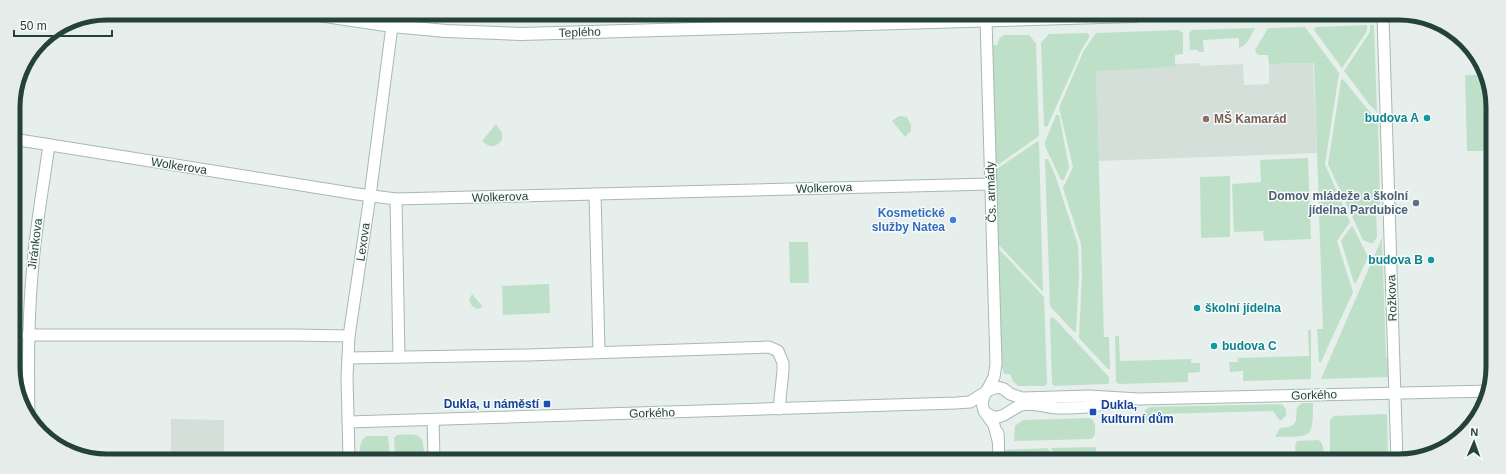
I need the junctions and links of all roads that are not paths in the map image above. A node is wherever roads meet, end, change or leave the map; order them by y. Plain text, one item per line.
1 (352, 20) edge
2 (841, 20) edge
3 (986, 20) edge
4 (1383, 20) edge
5 (392, 26) junction
6 (20, 141) edge
7 (49, 145) junction
8 (991, 184) junction
9 (595, 194) junction
10 (370, 196) junction
11 (396, 199) junction
12 (28, 335) junction
13 (349, 336) junction
14 (600, 352) junction
15 (399, 357) junction
16 (348, 358) junction
17 (996, 364) junction
18 (1483, 390) edge
19 (986, 392) junction
20 (1008, 392) junction
21 (1395, 393) junction
22 (1139, 399) junction
23 (29, 404) edge
24 (956, 404) junction
25 (779, 409) junction
26 (987, 413) junction
27 (1008, 413) junction
28 (433, 420) junction
29 (348, 422) junction
30 (998, 440) junction
31 (349, 454) edge
32 (434, 454) edge
33 (999, 454) edge
34 (1397, 454) edge

1 - 5 main road, Teplého
2 - 5 main road, Teplého
3 - 8 street, Čs. armády
4 - 21 street, Rožkova
5 - 10 street, Lexova
6 - 7 street, Wolkerova
7 - 10 street, Wolkerova
7 - 12 street, Jiránkova
8 - 9 street, Wolkerova
8 - 17 street, Čs. armády
9 - 11 street, Wolkerova
9 - 14 street
10 - 11 street, Wolkerova
10 - 13 street, Lexova
11 - 15 street
12 - 13 street
12 - 23 street, Jiránkova
13 - 16 street, Lexova
14 - 15 street
14 - 25 street
15 - 16 street
16 - 29 street, Lexova
17 - 19 street, Čs. armády
17 - 20 street, Čs. armády
18 - 21 street, Gorkého
19 - 20 street, Gorkého
19 - 24 street, Gorkého
19 - 26 street, Čs. armády
20 - 22 street, Gorkého
20 - 27 street, Čs. armády
21 - 22 street, Gorkého
21 - 34 street, Rožkova
22 - 27 street, Gorkého
24 - 25 street, Gorkého
24 - 26 street, Gorkého
25 - 28 street, Gorkého
26 - 27 street, Gorkého
26 - 30 street, Čs. armády
27 - 30 street, Čs. armády
28 - 29 street, Gorkého
28 - 32 street
29 - 31 street, Lexova
30 - 33 street, Čs. armády

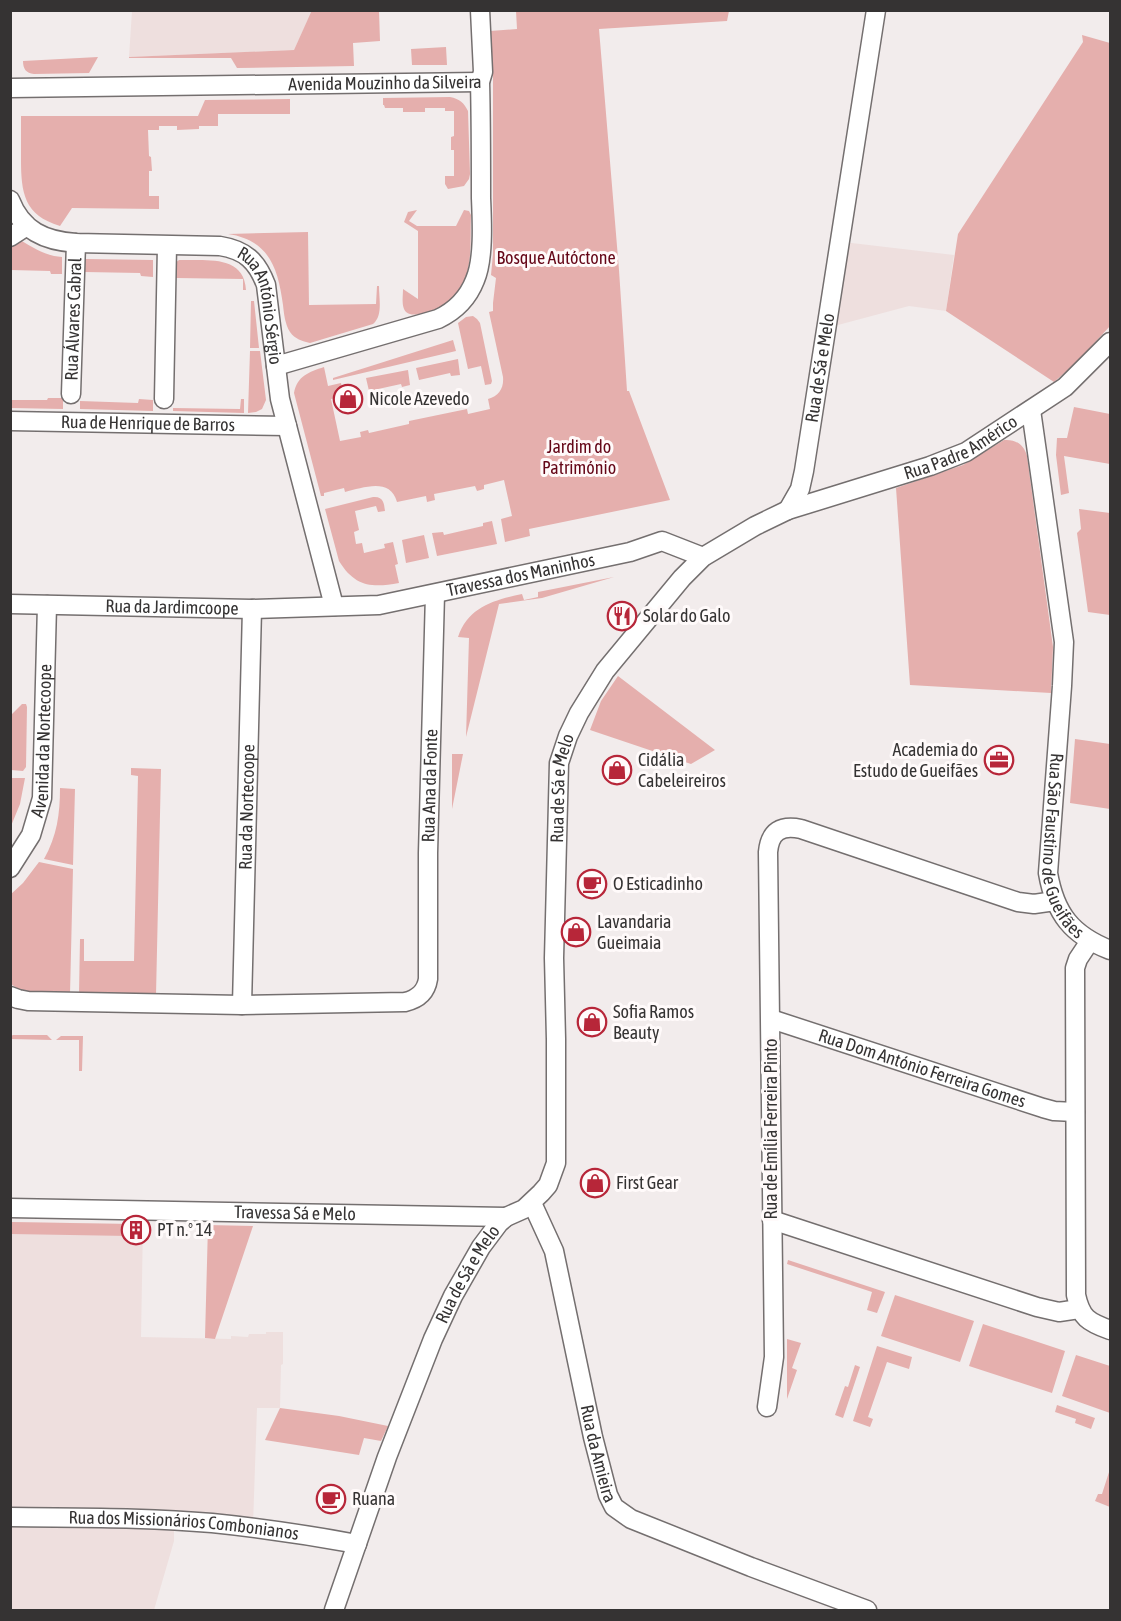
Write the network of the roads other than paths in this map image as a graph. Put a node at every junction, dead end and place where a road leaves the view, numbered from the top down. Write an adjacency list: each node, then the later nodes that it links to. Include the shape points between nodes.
1 (480, 10): 3 (street)
2 (876, 10): 16 (street, Rua de Sá e Melo, via 804,471 800,489)
3 (480, 82): 4 (street, Avenida Mouzinho da Silveira); 10 (street, Avenida Mouzinho da Silveira, via 480,258 477,276 466,297 438,319)
4 (10, 88)
5 (16, 214): 6 (street); 7 (street, Rua António Sérgio, via 43,237)
6 (10, 237)
7 (76, 243): 8 (street, Rua António Sérgio); 11 (street, Rua Álvares Cabral)
8 (167, 246): 10 (street, Rua António Sérgio, via 232,248 256,265 266,285); 12 (street)
9 (1110, 342): 13 (street, Rua Padre Américo, via 1065,387)
10 (276, 366): 15 (street, Rua António Sérgio)
11 (71, 394)
12 (164, 399)
13 (1031, 410): 16 (street, Rua Padre Américo, via 966,452); 24 (street, Rua São Faustino de Gueifães, via 1064,642 1048,864)
14 (10, 421): 15 (street, Rua de Henrique de Barros)
15 (287, 426): 21 (street, Rua António Sérgio)
16 (788, 510): 17 (street, Rua de Sá e Melo)
17 (703, 557): 18 (street, Travessa dos Maninhos, via 662,541 630,552); 31 (street, Rua de Sá e Melo, via 605,671 579,712 561,753 554,958 556,1163 548,1185)
18 (435, 594): 21 (street, Travessa dos Maninhos, via 379,605); 28 (street, Rua Ana da Fonte, via 425,989 405,1002)
19 (10, 604): 20 (street, Rua da Jardimcoope)
20 (48, 604): 22 (street, Rua da Jardimcoope); 23 (street, Avenida da Nortecoope, via 42,798 31,835)
21 (334, 606): 22 (street, Rua da Jardimcoope)
22 (252, 609): 28 (street, Rua da Nortecoope)
23 (10, 868)
24 (1055, 901): 25 (street, Rua São Faustino de Gueifães, via 1067,921); 29 (street, Rua de Emília Ferreira Pinto, via 1018,902 790,827 781,828 768,852)
25 (1090, 941): 26 (street); 30 (street, Rua São Faustino de Gueifães, via 1075,968)
26 (1110, 950)
27 (10, 996): 28 (street, via 28,1001)
28 (242, 1005)
29 (771, 1019): 30 (street, Rua Dom António Ferreira Gomes, via 1042,1108); 34 (street, Rua de Emília Ferreira Pinto)
30 (1075, 1112): 35 (street, Rua São Faustino de Gueifães)
31 (532, 1203): 33 (street, Rua de Sá e Melo); 41 (street, Rua da Amieira, via 554,1251 593,1437 614,1507 632,1519)
32 (10, 1208): 33 (street, Travessa Sá e Melo)
33 (506, 1217): 39 (street, Rua de Sá e Melo, via 482,1246 438,1329)
34 (772, 1220): 35 (street, via 1051,1311); 37 (street, Rua de Emília Ferreira Pinto, via 774,1357)
35 (1079, 1309): 36 (street, via 1088,1320)
36 (1110, 1330)
37 (766, 1407)
38 (10, 1517): 39 (street, Rua dos Missionários Combonianos, via 210,1523)
39 (357, 1544): 40 (street, Rua de Sá e Melo)
40 (334, 1611)
41 (867, 1611)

•••

- Try it: Without including any pictures, reproduce the listing exactly.

- Answer area:
I need the junctions and links of all roads that are not paths in the map image above. A node is wherever roads meet, end, change or leave the map; order them by y. Plain text, one item per line.
1 (352, 20) edge
2 (841, 20) edge
3 (986, 20) edge
4 (1383, 20) edge
5 (392, 26) junction
6 (20, 141) edge
7 (49, 145) junction
8 (991, 184) junction
9 (595, 194) junction
10 (370, 196) junction
11 (396, 199) junction
12 (28, 335) junction
13 (349, 336) junction
14 (600, 352) junction
15 (399, 357) junction
16 (348, 358) junction
17 (996, 364) junction
18 (1483, 390) edge
19 (986, 392) junction
20 (1008, 392) junction
21 (1395, 393) junction
22 (1139, 399) junction
23 (29, 404) edge
24 (956, 404) junction
25 (779, 409) junction
26 (987, 413) junction
27 (1008, 413) junction
28 (433, 420) junction
29 (348, 422) junction
30 (998, 440) junction
31 (349, 454) edge
32 (434, 454) edge
33 (999, 454) edge
34 (1397, 454) edge

1 - 5 main road, Teplého
2 - 5 main road, Teplého
3 - 8 street, Čs. armády
4 - 21 street, Rožkova
5 - 10 street, Lexova
6 - 7 street, Wolkerova
7 - 10 street, Wolkerova
7 - 12 street, Jiránkova
8 - 9 street, Wolkerova
8 - 17 street, Čs. armády
9 - 11 street, Wolkerova
9 - 14 street
10 - 11 street, Wolkerova
10 - 13 street, Lexova
11 - 15 street
12 - 13 street
12 - 23 street, Jiránkova
13 - 16 street, Lexova
14 - 15 street
14 - 25 street
15 - 16 street
16 - 29 street, Lexova
17 - 19 street, Čs. armády
17 - 20 street, Čs. armády
18 - 21 street, Gorkého
19 - 20 street, Gorkého
19 - 24 street, Gorkého
19 - 26 street, Čs. armády
20 - 22 street, Gorkého
20 - 27 street, Čs. armády
21 - 22 street, Gorkého
21 - 34 street, Rožkova
22 - 27 street, Gorkého
24 - 25 street, Gorkého
24 - 26 street, Gorkého
25 - 28 street, Gorkého
26 - 27 street, Gorkého
26 - 30 street, Čs. armády
27 - 30 street, Čs. armády
28 - 29 street, Gorkého
28 - 32 street
29 - 31 street, Lexova
30 - 33 street, Čs. armády

Write the network of the roads other than paths in this map image as a graph. Put a node at every junction, dead end and place where a road leaves the view, numbered from the top down. Write an adjacency list: each node, then the later nodes that it links to. Include the shape points between nodes.
1 (480, 10): 3 (street)
2 (876, 10): 16 (street, Rua de Sá e Melo, via 804,471 800,489)
3 (480, 82): 4 (street, Avenida Mouzinho da Silveira); 10 (street, Avenida Mouzinho da Silveira, via 480,258 477,276 466,297 438,319)
4 (10, 88)
5 (16, 214): 6 (street); 7 (street, Rua António Sérgio, via 43,237)
6 (10, 237)
7 (76, 243): 8 (street, Rua António Sérgio); 11 (street, Rua Álvares Cabral)
8 (167, 246): 10 (street, Rua António Sérgio, via 232,248 256,265 266,285); 12 (street)
9 (1110, 342): 13 (street, Rua Padre Américo, via 1065,387)
10 (276, 366): 15 (street, Rua António Sérgio)
11 (71, 394)
12 (164, 399)
13 (1031, 410): 16 (street, Rua Padre Américo, via 966,452); 24 (street, Rua São Faustino de Gueifães, via 1064,642 1048,864)
14 (10, 421): 15 (street, Rua de Henrique de Barros)
15 (287, 426): 21 (street, Rua António Sérgio)
16 (788, 510): 17 (street, Rua de Sá e Melo)
17 (703, 557): 18 (street, Travessa dos Maninhos, via 662,541 630,552); 31 (street, Rua de Sá e Melo, via 605,671 579,712 561,753 554,958 556,1163 548,1185)
18 (435, 594): 21 (street, Travessa dos Maninhos, via 379,605); 28 (street, Rua Ana da Fonte, via 425,989 405,1002)
19 (10, 604): 20 (street, Rua da Jardimcoope)
20 (48, 604): 22 (street, Rua da Jardimcoope); 23 (street, Avenida da Nortecoope, via 42,798 31,835)
21 (334, 606): 22 (street, Rua da Jardimcoope)
22 (252, 609): 28 (street, Rua da Nortecoope)
23 (10, 868)
24 (1055, 901): 25 (street, Rua São Faustino de Gueifães, via 1067,921); 29 (street, Rua de Emília Ferreira Pinto, via 1018,902 790,827 781,828 768,852)
25 (1090, 941): 26 (street); 30 (street, Rua São Faustino de Gueifães, via 1075,968)
26 (1110, 950)
27 (10, 996): 28 (street, via 28,1001)
28 (242, 1005)
29 (771, 1019): 30 (street, Rua Dom António Ferreira Gomes, via 1042,1108); 34 (street, Rua de Emília Ferreira Pinto)
30 (1075, 1112): 35 (street, Rua São Faustino de Gueifães)
31 (532, 1203): 33 (street, Rua de Sá e Melo); 41 (street, Rua da Amieira, via 554,1251 593,1437 614,1507 632,1519)
32 (10, 1208): 33 (street, Travessa Sá e Melo)
33 (506, 1217): 39 (street, Rua de Sá e Melo, via 482,1246 438,1329)
34 (772, 1220): 35 (street, via 1051,1311); 37 (street, Rua de Emília Ferreira Pinto, via 774,1357)
35 (1079, 1309): 36 (street, via 1088,1320)
36 (1110, 1330)
37 (766, 1407)
38 (10, 1517): 39 (street, Rua dos Missionários Combonianos, via 210,1523)
39 (357, 1544): 40 (street, Rua de Sá e Melo)
40 (334, 1611)
41 (867, 1611)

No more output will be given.